While we take these precautions, no method of transmission or electronic storage is completely secure. We cannot guarantee absolute security and recommend that you keep your credentials private and notify us promptly of any suspected unauthorised use.

Retention

We retain personal and clinical information for as long as your account is active, for as long as required to deliver the services you have requested, and for any longer period required by applicable law, regulatory authorities, or our legitimate business purposes (including medico-legal record retention requirements). When information is no longer required and is not under any legal retention obligation, we will delete or anonymise it.

Your rights

You have the following rights regarding your personal information:

• Access: request a copy of the personal information we hold about you.
• Correction: ask us to correct information that is inaccurate or incomplete.
• Withdrawal of consent: withdraw any consent you previously provided. Withdrawal of consent may limit our ability to provide certain services to you.
• Restriction: request that we restrict processing of your information in specific circumstances.
• Grievance: file a complaint with our grievance officer about how your information has been handled.
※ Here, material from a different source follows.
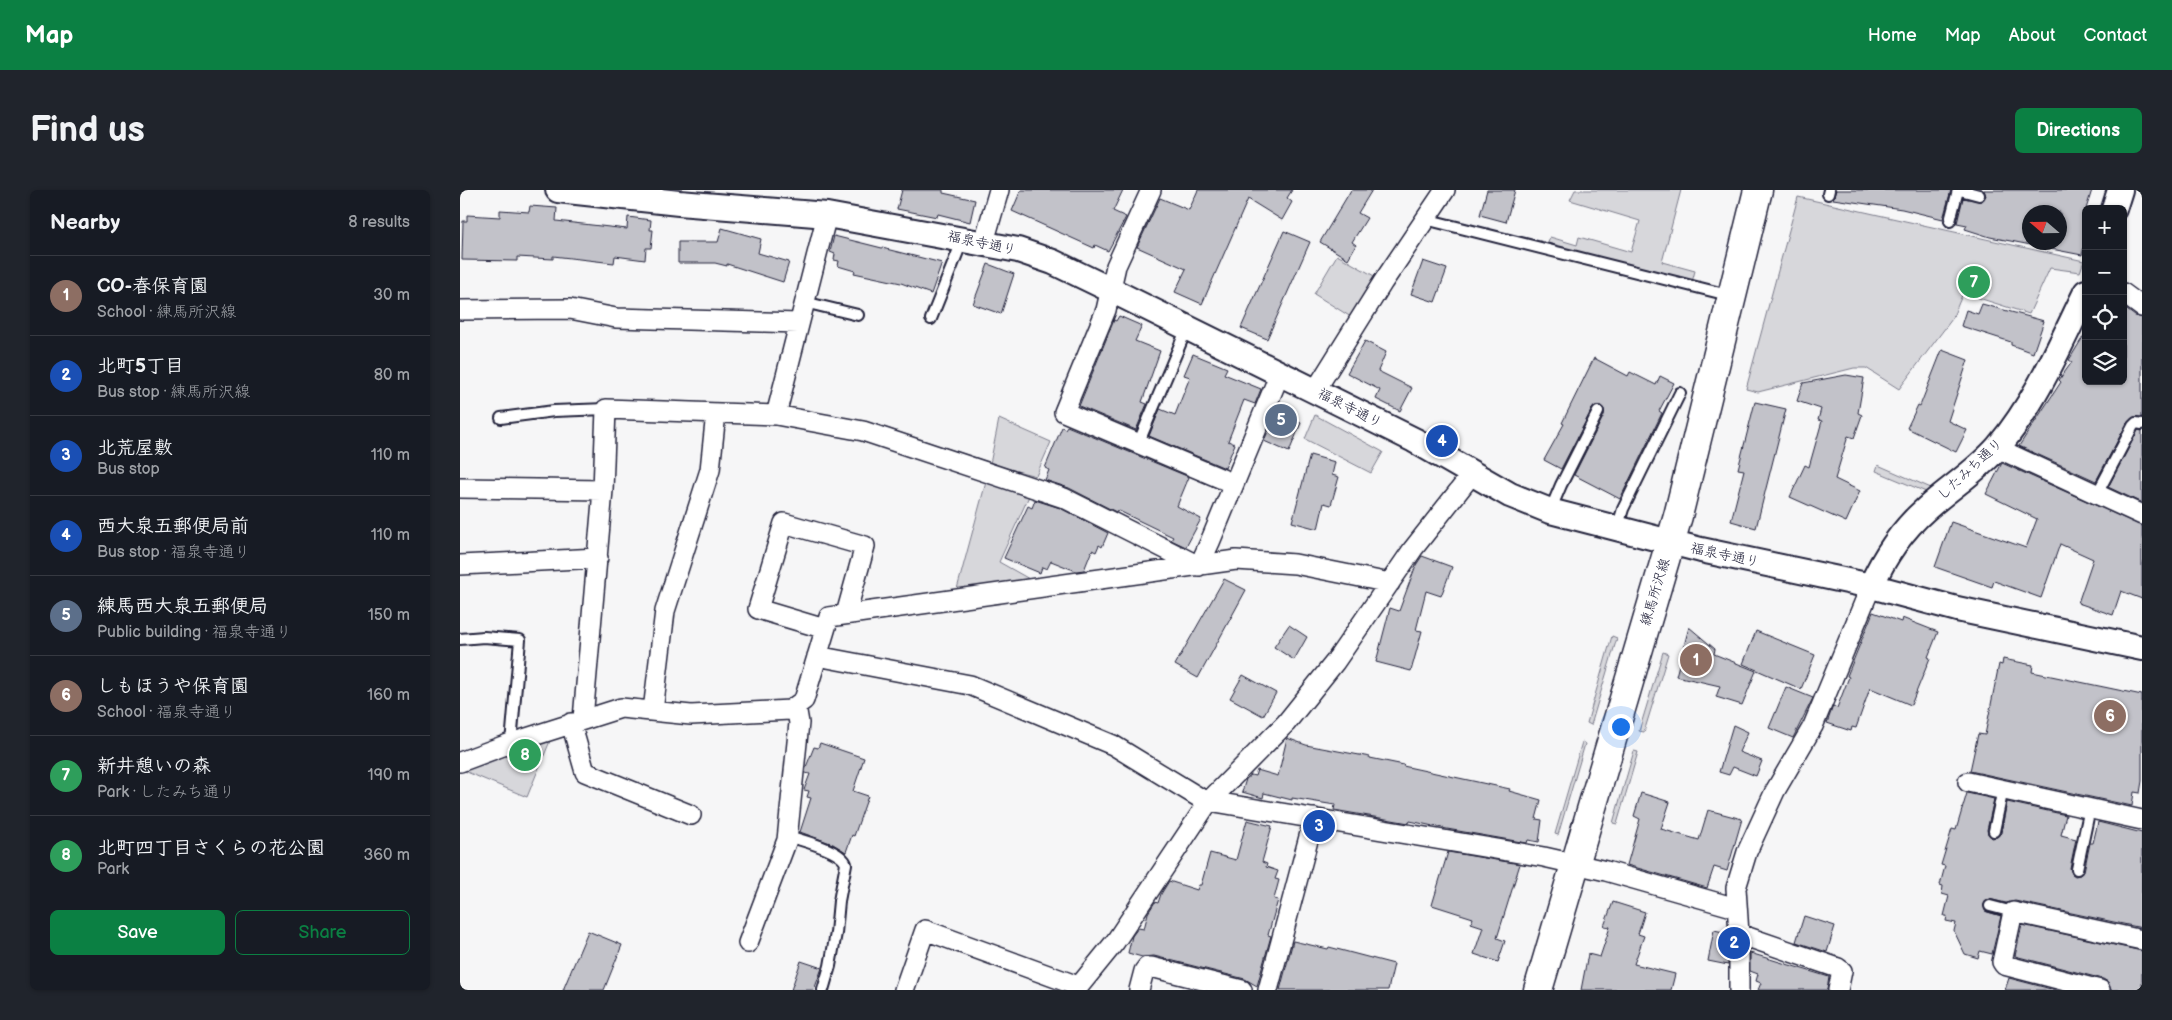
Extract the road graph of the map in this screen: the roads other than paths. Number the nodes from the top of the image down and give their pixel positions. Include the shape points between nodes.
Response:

To exercise any of these rights, write to us at contactus@caremap.in. We will respond within a reasonable time.

Cookies and tracking

Our websites use cookies and similar technologies to keep you signed in, remember your preferences, and analyse how our services are used. You can control cookies through your browser settings. Disabling cookies may affect some features of our services.

Minors

Our services are intended for users aged 18 or above, or the legal age to form a binding contract in the applicable jurisdiction. Minors between the ages of 13 and 18 may use the services only under the supervision of a parent or guardian who has agreed to our Terms and Conditions. Account credentials for any user identified as a minor are provided to the parent or guardian.

Grievance officer

For any concern, query, or grievance regarding the processing of your personal information, you may contact the grievance officer:

Changes to this policy

We may update this Privacy Policy from time to time. Changes become effective on the date they are posted on this page. Your continued use of our services after the changes are posted will signify your acceptance of the updated policy. We encourage you to review this page periodically.